Subito a ruota di Macron, in Italia, sul sito del Ministero della Transizione ecologica, il 13 febbraio è stato pubblicato il Pitesai, il Piano per la transizione energetica sostenibile delle aree idonee, firmato alla fine di dicembre dal ministro Cingolani, dove sono indicati i luoghi in cui sarà possibile riavviare, dopo la moratoria decisa nel 2019, la prospezione e l’estrazione di idrocarburi su terra e offshore. Sul gas giacente nel sottosuolo italiano il governo e l’associazione degli industriali confidano per contrastare la forte impennata dei prezzi degli idrocarburi a livello interna-zionale e ridurre l’assoluta dipendenza del Paese dal gas proveniente dalla Russia e dall’Algeria. Ma il gas italiano consentirebbe davvero di risolvere questi problemi? I giacimenti contengono tra i 40 e i 50 miliardi di metri cubi di gas. Probabilmente ce ne sono altri 30 miliardi. La somma delle due grandezze consentirebbe di sostenere i consumi italiani solo per un anno. Le riserve russe, le più grandi del pianeta, contengono 50 mila miliardi di metri cubi. Quelle dell’Algeria, nel maggio 2020 secondo il ministro dell’energia ammontavano a 2.368 miliardi. Aumentare l’estrazione del gas italiano non avrebbe alcun effetto sulla riduzione dei costi per i consumatori, famiglie e imprese, non solo per la sua modesta quantità, ma anche perché sarebbe comunque immesso sui canali di vendita internazionali a prezzi di mercato. Le attuali quotazioni assicurerebbero soltanto grandi profitti per chi sfrutta questi giacimenti, anche grazie al costo irrisorio delle concessioni.

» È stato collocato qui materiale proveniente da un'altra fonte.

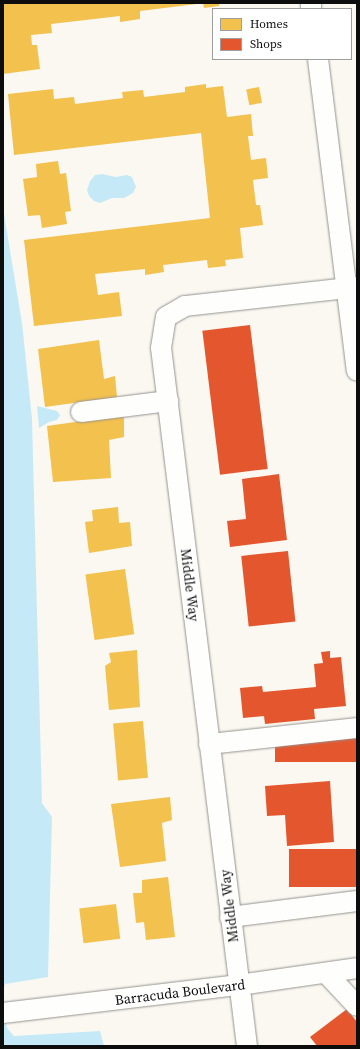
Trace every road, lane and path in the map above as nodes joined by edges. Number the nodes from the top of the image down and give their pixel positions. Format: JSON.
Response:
{"nodes":[{"id":1,"x":318,"y":60,"type":"edge"},
{"id":2,"x":352,"y":287,"type":"edge"},
{"id":3,"x":357,"y":371,"type":"edge"},
{"id":4,"x":168,"y":401,"type":"junction"},
{"id":5,"x":81,"y":412,"type":"dead end"},
{"id":6,"x":357,"y":728,"type":"edge"},
{"id":7,"x":209,"y":744,"type":"junction"},
{"id":8,"x":357,"y":901,"type":"edge"},
{"id":9,"x":230,"y":917,"type":"junction"},
{"id":10,"x":357,"y":968,"type":"edge"},
{"id":11,"x":326,"y":973,"type":"junction"},
{"id":12,"x":239,"y":986,"type":"junction"},
{"id":13,"x":357,"y":1006,"type":"edge"},
{"id":14,"x":8,"y":1012,"type":"edge"},
{"id":15,"x":247,"y":1046,"type":"edge"}],
"edges":[{"from":1,"to":2,"type":"street"},
{"from":2,"to":3,"type":"street"},
{"from":2,"to":4,"type":"street","name":"Middle Way"},
{"from":4,"to":5,"type":"street"},
{"from":4,"to":7,"type":"street","name":"Middle Way"},
{"from":6,"to":7,"type":"street"},
{"from":7,"to":9,"type":"street","name":"Middle Way"},
{"from":8,"to":9,"type":"street"},
{"from":9,"to":12,"type":"street","name":"Middle Way"},
{"from":10,"to":11,"type":"street","name":"Barracuda Boulevard"},
{"from":11,"to":12,"type":"street","name":"Barracuda Boulevard"},
{"from":11,"to":13,"type":"street"},
{"from":12,"to":14,"type":"street","name":"Barracuda Boulevard"},
{"from":12,"to":15,"type":"street","name":"Middle Way"}]}
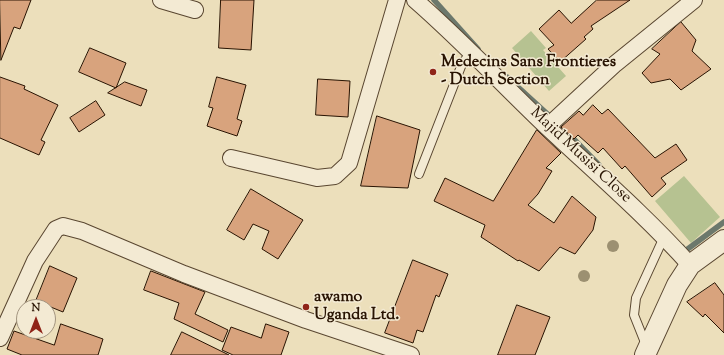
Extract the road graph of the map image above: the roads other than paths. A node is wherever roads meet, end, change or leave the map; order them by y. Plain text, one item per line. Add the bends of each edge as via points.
1 (161, 0) edge
2 (397, 0) edge
3 (415, 0) edge
4 (694, 0) edge
5 (195, 10) dead end
6 (471, 52) junction
7 (547, 127) junction
8 (231, 158) dead end
9 (420, 174) dead end
10 (664, 237) junction
11 (724, 240) edge
12 (690, 265) junction
13 (0, 338) edge
14 (646, 352) edge
15 (411, 355) edge

1 - 5 street
2 - 8 street via 349,163 340,172 335,176 318,178
3 - 6 street, Majid Musisi Close
4 - 7 street via 615,64
6 - 7 street, Majid Musisi Close
6 - 9 lane via 462,64
7 - 10 street, Majid Musisi Close
10 - 12 street, Majid Musisi Close
10 - 14 lane via 636,298 634,315
11 - 12 street
12 - 14 street via 677,285
13 - 15 street via 35,261 56,229 63,226 82,231 306,320

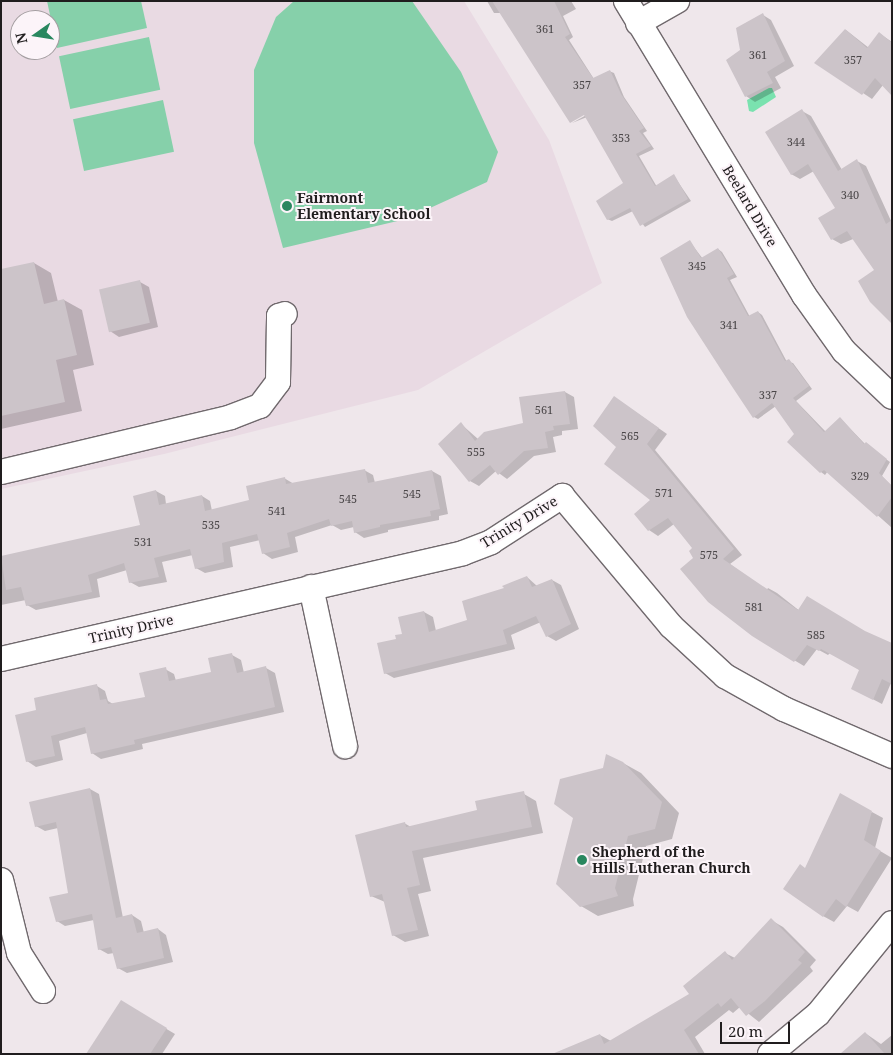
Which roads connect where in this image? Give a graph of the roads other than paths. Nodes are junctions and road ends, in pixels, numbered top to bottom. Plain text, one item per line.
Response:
1 (626, 1) edge
2 (677, 1) edge
3 (638, 23) junction
4 (285, 314) dead end
5 (892, 398) edge
6 (1, 472) edge
7 (310, 587) junction
8 (1, 659) edge
9 (346, 746) dead end
10 (892, 756) edge
11 (1, 880) edge
12 (892, 923) edge
13 (43, 991) dead end
14 (770, 1054) edge

1 - 3 street, Beelard Drive
2 - 3 street
3 - 5 street, Beelard Drive
4 - 6 street
7 - 8 street, Trinity Drive
7 - 9 street
7 - 10 street, Trinity Drive
11 - 13 street
12 - 14 street

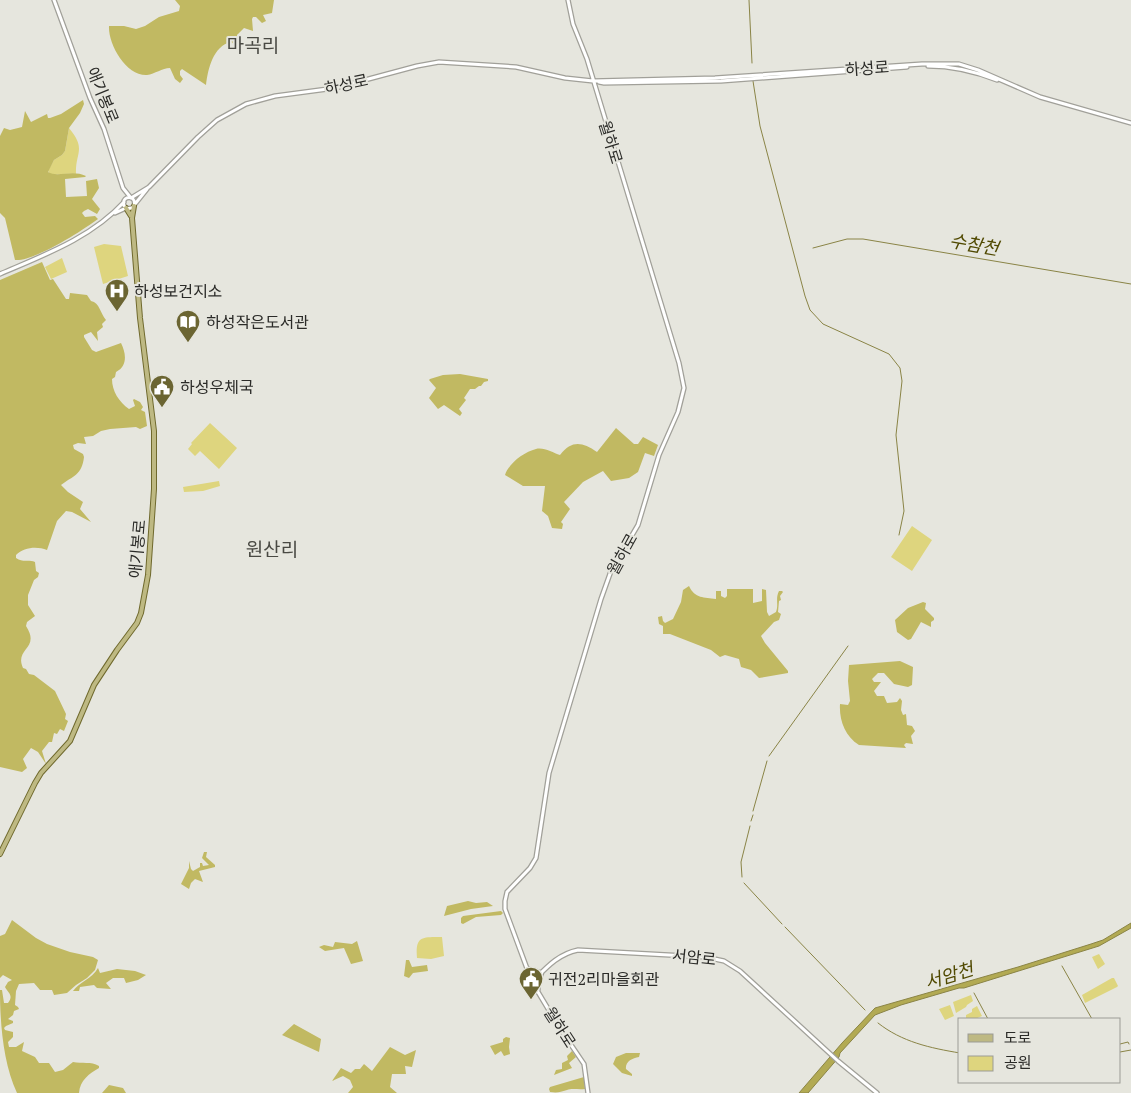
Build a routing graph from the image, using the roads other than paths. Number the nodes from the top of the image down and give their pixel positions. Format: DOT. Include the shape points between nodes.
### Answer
graph roads {
  1 [pos="54,0"];
  2 [pos="568,0"];
  3 [pos="593,81"];
  4 [pos="1131,124"];
  5 [pos="149,187"];
  6 [pos="124,188"];
  7 [pos="131,198"];
  8 [pos="124,201"];
  9 [pos="134,205"];
  10 [pos="126,208"];
  11 [pos="112,214"];
  12 [pos="132,218"];
  13 [pos="0,274"];
  14 [pos="0,854"];
  15 [pos="526,968"];
  16 [pos="542,972"];
  17 [pos="532,982"];
  18 [pos="538,992"];
  19 [pos="588,1093"];
  20 [pos="877,1093"];
  1 -- 6 [label="street, 애기봉로"];
  2 -- 3 [label="street, 월하로"];
  3 -- 4 [label="street, 하성로" via="953,64 978,70 1040,97"];
  3 -- 5 [label="street, 하성로" via="516,67 439,62 335,88 262,98 216,120"];
  3 -- 15 [label="street, 월하로" via="679,365 684,392 659,456 643,513 611,572 601,599 549,773 536,858 505,897 505,909"];
  5 -- 7 [label="street, 하성로"];
  5 -- 9 [label="street"];
  6 -- 7 [label="street, 애기봉로"];
  6 -- 8 [label="street"];
  7 -- 8 [label="street"];
  7 -- 9 [label="street"];
  8 -- 10 [label="street"];
  8 -- 11 [label="street"];
  9 -- 10 [label="street"];
  9 -- 12 [label="main road, 애기봉로"];
  10 -- 11 [label="street"];
  10 -- 12 [label="main road"];
  11 -- 13 [label="street" via="66,245"];
  12 -- 14 [label="main road, 애기봉로" via="154,442 150,555 141,613 89,695 70,741 40,773"];
  15 -- 16 [label="street"];
  15 -- 17 [label="street, 월하로"];
  16 -- 17 [label="street, 서암로"];
  16 -- 18 [label="street"];
  16 -- 20 [label="street, 서암로" via="564,954 578,950 691,955 724,961 740,971"];
  17 -- 18 [label="street, 월하로"];
  18 -- 19 [label="street, 월하로" via="584,1064"];
}
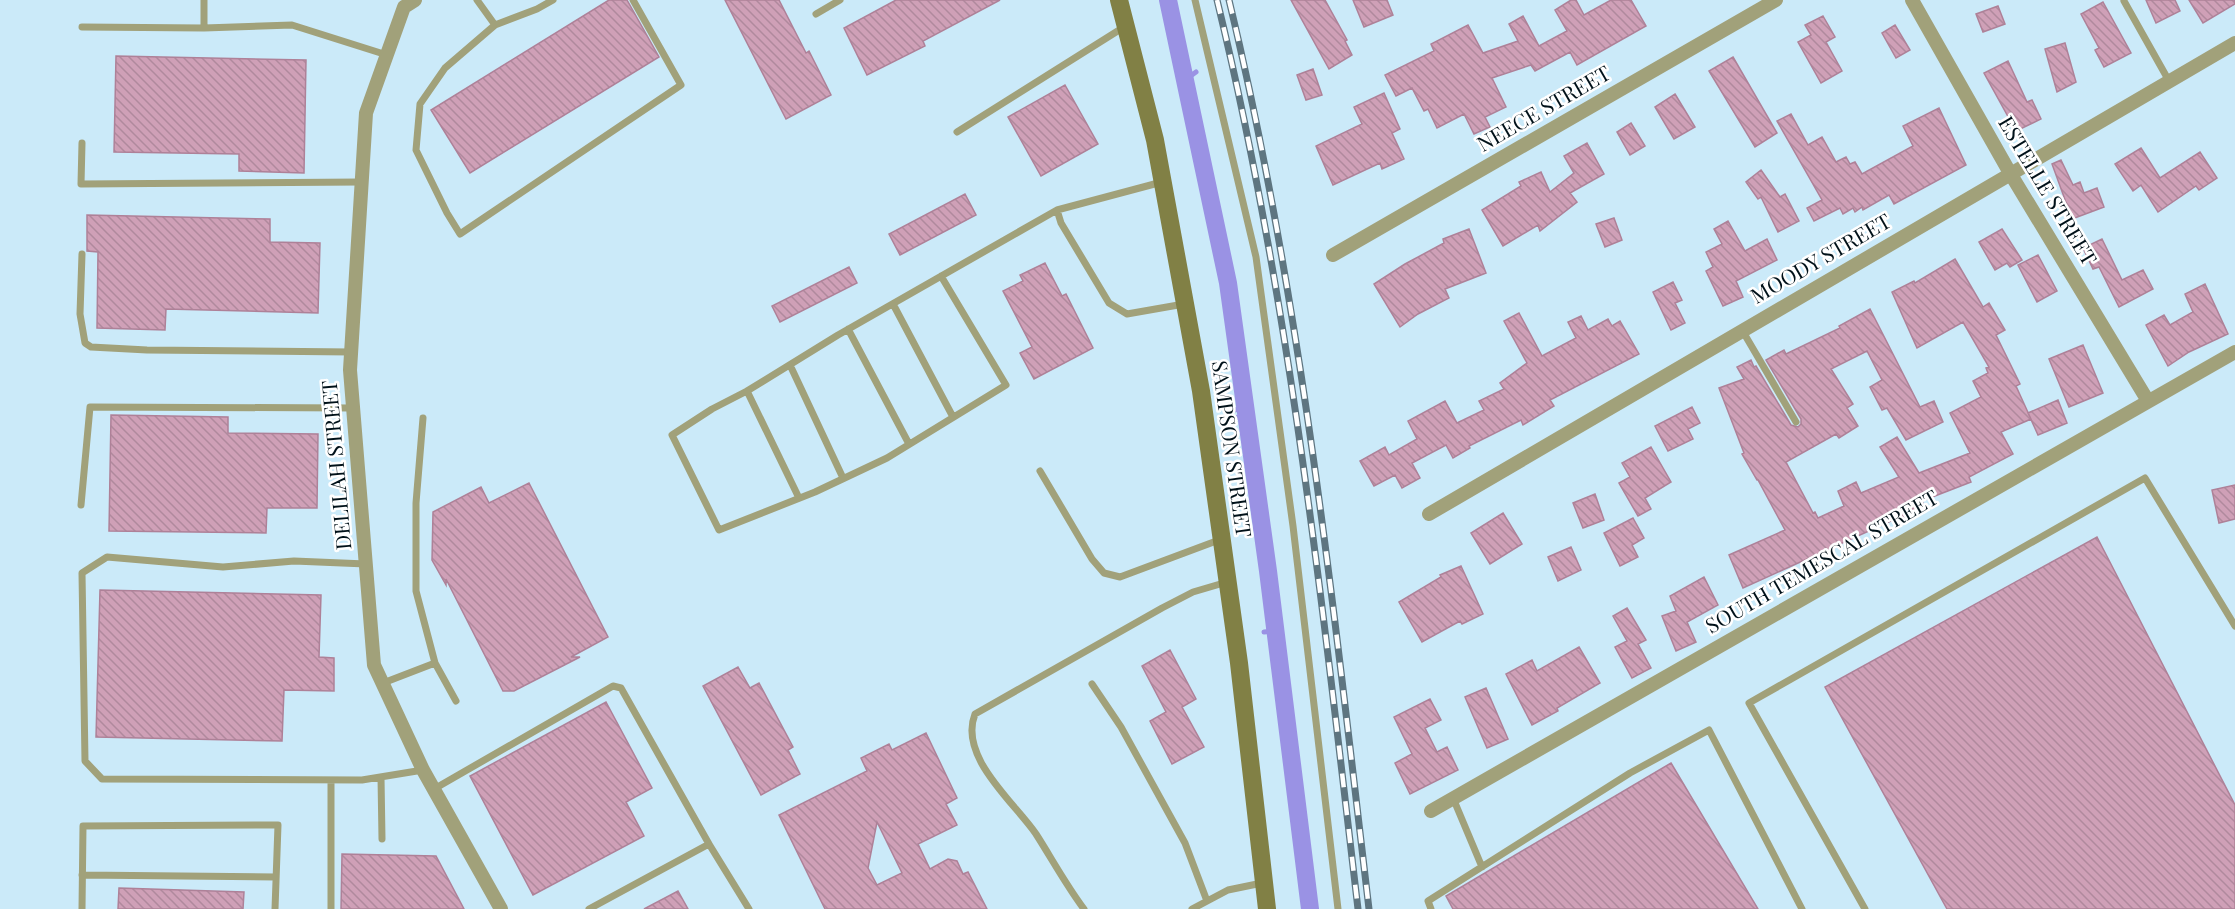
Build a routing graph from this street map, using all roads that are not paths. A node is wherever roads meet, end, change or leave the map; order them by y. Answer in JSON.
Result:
{"nodes":[{"id":1,"x":204,"y":0,"type":"edge"},
{"id":2,"x":415,"y":0,"type":"edge"},
{"id":3,"x":477,"y":0,"type":"edge"},
{"id":4,"x":553,"y":0,"type":"edge"},
{"id":5,"x":633,"y":0,"type":"edge"},
{"id":6,"x":840,"y":0,"type":"edge"},
{"id":7,"x":1119,"y":0,"type":"edge"},
{"id":8,"x":1194,"y":0,"type":"edge"},
{"id":9,"x":1776,"y":0,"type":"edge"},
{"id":10,"x":1912,"y":0,"type":"edge"},
{"id":11,"x":2124,"y":1,"type":"edge"},
{"id":12,"x":816,"y":14,"type":"dead end"},
{"id":13,"x":495,"y":25,"type":"junction"},
{"id":14,"x":1126,"y":26,"type":"junction"},
{"id":15,"x":82,"y":27,"type":"dead end"},
{"id":16,"x":204,"y":28,"type":"junction"},
{"id":17,"x":2235,"y":43,"type":"edge"},
{"id":18,"x":387,"y":55,"type":"junction"},
{"id":19,"x":2169,"y":81,"type":"junction"},
{"id":20,"x":957,"y":132,"type":"dead end"},
{"id":21,"x":82,"y":143,"type":"dead end"},
{"id":22,"x":2010,"y":173,"type":"junction"},
{"id":23,"x":362,"y":182,"type":"junction"},
{"id":24,"x":1163,"y":182,"type":"junction"},
{"id":25,"x":1057,"y":210,"type":"junction"},
{"id":26,"x":82,"y":255,"type":"dead end"},
{"id":27,"x":1333,"y":255,"type":"dead end"},
{"id":28,"x":941,"y":276,"type":"junction"},
{"id":29,"x":1185,"y":303,"type":"junction"},
{"id":30,"x":893,"y":304,"type":"junction"},
{"id":31,"x":848,"y":329,"type":"junction"},
{"id":32,"x":1742,"y":330,"type":"junction"},
{"id":33,"x":351,"y":352,"type":"junction"},
{"id":34,"x":2235,"y":352,"type":"edge"},
{"id":35,"x":790,"y":365,"type":"junction"},
{"id":36,"x":747,"y":392,"type":"junction"},
{"id":37,"x":2148,"y":401,"type":"junction"},
{"id":38,"x":353,"y":408,"type":"junction"},
{"id":39,"x":953,"y":417,"type":"junction"},
{"id":40,"x":423,"y":418,"type":"dead end"},
{"id":41,"x":1796,"y":422,"type":"dead end"},
{"id":42,"x":909,"y":444,"type":"junction"},
{"id":43,"x":1040,"y":471,"type":"dead end"},
{"id":44,"x":843,"y":478,"type":"junction"},
{"id":45,"x":799,"y":498,"type":"junction"},
{"id":46,"x":81,"y":505,"type":"dead end"},
{"id":47,"x":1429,"y":514,"type":"dead end"},
{"id":48,"x":1221,"y":539,"type":"junction"},
{"id":49,"x":366,"y":564,"type":"junction"},
{"id":50,"x":1227,"y":582,"type":"junction"},
{"id":51,"x":2235,"y":626,"type":"edge"},
{"id":52,"x":435,"y":663,"type":"junction"},
{"id":53,"x":383,"y":683,"type":"junction"},
{"id":54,"x":1092,"y":684,"type":"dead end"},
{"id":55,"x":456,"y":701,"type":"dead end"},
{"id":56,"x":423,"y":770,"type":"junction"},
{"id":57,"x":381,"y":777,"type":"junction"},
{"id":58,"x":331,"y":780,"type":"junction"},
{"id":59,"x":434,"y":790,"type":"junction"},
{"id":60,"x":1454,"y":798,"type":"junction"},
{"id":61,"x":1431,"y":811,"type":"dead end"},
{"id":62,"x":382,"y":839,"type":"dead end"},
{"id":63,"x":709,"y":844,"type":"junction"},
{"id":64,"x":1482,"y":867,"type":"junction"},
{"id":65,"x":82,"y":875,"type":"junction"},
{"id":66,"x":276,"y":877,"type":"junction"},
{"id":67,"x":1264,"y":883,"type":"junction"},
{"id":68,"x":1207,"y":901,"type":"junction"},
{"id":69,"x":82,"y":909,"type":"edge"},
{"id":70,"x":275,"y":909,"type":"edge"},
{"id":71,"x":331,"y":909,"type":"edge"},
{"id":72,"x":501,"y":909,"type":"edge"},
{"id":73,"x":589,"y":909,"type":"edge"},
{"id":74,"x":749,"y":909,"type":"edge"},
{"id":75,"x":1084,"y":909,"type":"edge"},
{"id":76,"x":1192,"y":909,"type":"edge"},
{"id":77,"x":1267,"y":909,"type":"edge"},
{"id":78,"x":1338,"y":909,"type":"edge"},
{"id":79,"x":1431,"y":909,"type":"edge"},
{"id":80,"x":1802,"y":909,"type":"edge"},
{"id":81,"x":1865,"y":909,"type":"edge"}],
"edges":[{"from":1,"to":16,"type":"lane"},
{"from":2,"to":18,"type":"street","name":"DELILAH STREET"},
{"from":3,"to":13,"type":"lane"},
{"from":4,"to":13,"type":"lane"},
{"from":5,"to":13,"type":"lane"},
{"from":6,"to":12,"type":"lane"},
{"from":7,"to":14,"type":"street","name":"SAMPSON STREET"},
{"from":8,"to":78,"type":"lane"},
{"from":9,"to":27,"type":"street","name":"NEECE STREET"},
{"from":10,"to":22,"type":"street","name":"ESTELLE STREET"},
{"from":11,"to":19,"type":"lane"},
{"from":14,"to":20,"type":"lane"},
{"from":14,"to":24,"type":"street","name":"SAMPSON STREET"},
{"from":15,"to":16,"type":"lane"},
{"from":16,"to":18,"type":"lane"},
{"from":17,"to":19,"type":"street","name":"MOODY STREET"},
{"from":18,"to":23,"type":"street","name":"DELILAH STREET"},
{"from":19,"to":22,"type":"street","name":"MOODY STREET"},
{"from":21,"to":23,"type":"lane"},
{"from":22,"to":32,"type":"street","name":"MOODY STREET"},
{"from":22,"to":37,"type":"street","name":"ESTELLE STREET"},
{"from":23,"to":33,"type":"street","name":"DELILAH STREET"},
{"from":24,"to":25,"type":"lane"},
{"from":24,"to":29,"type":"street","name":"SAMPSON STREET"},
{"from":25,"to":28,"type":"lane"},
{"from":25,"to":29,"type":"lane"},
{"from":26,"to":33,"type":"lane"},
{"from":28,"to":30,"type":"lane"},
{"from":28,"to":39,"type":"lane"},
{"from":29,"to":48,"type":"street","name":"SAMPSON STREET"},
{"from":30,"to":31,"type":"lane"},
{"from":30,"to":39,"type":"lane"},
{"from":31,"to":35,"type":"lane"},
{"from":31,"to":42,"type":"lane"},
{"from":32,"to":41,"type":"lane"},
{"from":32,"to":47,"type":"street","name":"MOODY STREET"},
{"from":33,"to":38,"type":"street","name":"DELILAH STREET"},
{"from":34,"to":37,"type":"street","name":"SOUTH TEMESCAL STREET"},
{"from":35,"to":36,"type":"lane"},
{"from":35,"to":44,"type":"lane"},
{"from":36,"to":45,"type":"lane"},
{"from":36,"to":45,"type":"lane"},
{"from":37,"to":60,"type":"street","name":"SOUTH TEMESCAL STREET"},
{"from":38,"to":46,"type":"lane"},
{"from":38,"to":49,"type":"street","name":"DELILAH STREET"},
{"from":39,"to":42,"type":"lane"},
{"from":40,"to":52,"type":"lane"},
{"from":42,"to":44,"type":"lane"},
{"from":43,"to":48,"type":"lane"},
{"from":44,"to":45,"type":"lane"},
{"from":48,"to":50,"type":"street","name":"SAMPSON STREET"},
{"from":49,"to":53,"type":"street","name":"DELILAH STREET"},
{"from":49,"to":58,"type":"lane"},
{"from":50,"to":67,"type":"street","name":"SAMPSON STREET"},
{"from":50,"to":75,"type":"lane"},
{"from":51,"to":81,"type":"lane"},
{"from":52,"to":53,"type":"lane"},
{"from":52,"to":55,"type":"lane"},
{"from":53,"to":56,"type":"street","name":"DELILAH STREET"},
{"from":54,"to":68,"type":"lane"},
{"from":56,"to":57,"type":"lane"},
{"from":56,"to":59,"type":"street","name":"DELILAH STREET"},
{"from":57,"to":58,"type":"lane"},
{"from":57,"to":62,"type":"lane"},
{"from":58,"to":71,"type":"lane"},
{"from":59,"to":63,"type":"lane"},
{"from":59,"to":72,"type":"street","name":"DELILAH STREET"},
{"from":60,"to":61,"type":"street","name":"SOUTH TEMESCAL STREET"},
{"from":60,"to":64,"type":"lane"},
{"from":63,"to":73,"type":"lane"},
{"from":63,"to":74,"type":"lane"},
{"from":64,"to":79,"type":"lane"},
{"from":64,"to":80,"type":"lane"},
{"from":65,"to":66,"type":"lane"},
{"from":65,"to":66,"type":"lane"},
{"from":65,"to":69,"type":"lane"},
{"from":66,"to":70,"type":"lane"},
{"from":67,"to":68,"type":"lane"},
{"from":67,"to":77,"type":"street","name":"SAMPSON STREET"},
{"from":68,"to":76,"type":"lane"}]}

È forse per non intaccare questi interessi che non viene nemmeno presa in considerazione la possibilità di ridurre il costo delle bollette energetiche e il prezzo del gas, riducendo le inefficienze e gli sprechi? Invece di porre un limite temporale ravvicinato ai sostegni stabiliti dalla legge 77/20 per la ristrutturazione energetica degli edifici, non converrebbe implementarli, vincolandoli a una restituzione mensile dei contributi economici ricevuti, commisurata sulla riduzione dei costi delle bollette, in modo da mettere in moto un processo che si autoalimenta in gran parte? Come non pensare che la riduzione dei consumi consentirebbe inoltre di rendere meno costoso soddisfare con fonti rinnovabili il fabbisogno residuo? Il ministro della transizione ecologica, nonché fisico, accademico ed ex dirigente d’azienda pubblica Roberto Cingolani non ha mai speso una parola a sostegno di quella legge indispensabile per ridurre le emissioni climalteranti del 55% entro il 2030. Ma ne ha spese per far inserire nella tassonomia delle energie verdi il metano, che le incrementa, e il nucleare da fissione che non le ridurrà prima di quindici anni, troppo tardi per gli obbiettivi dell’Unione europea. In attesa della fusione nucleare che se mai sarà pronta, lo sarà, per sua stessa ammissione, tra qualche decennio. C’è una foto che lo ritrae a Glasgow accucciato da-vanti a Greta Thunberg, a cui cerca vanamente di far credere che lui non fa dei blabla. Lei, che sembra ancora una bambina, lo guarda con un’aria assente. Non gli dice stupita: «Che bocca grande che hai».
[1] Cingolani di nuovo contro GretaThunberg, intervista rilasciata a Radio Capital, riportata dal Fatto Quotidiano il 23 novembre 2021.
[2]. Per approfondire: https://www.eticasgr.com/storie/approfondimenti/tassonomia-verde
[3]. FQ MillenniuM, mensile del Fatto Quotidiano, sabato 12 febbraio 2022.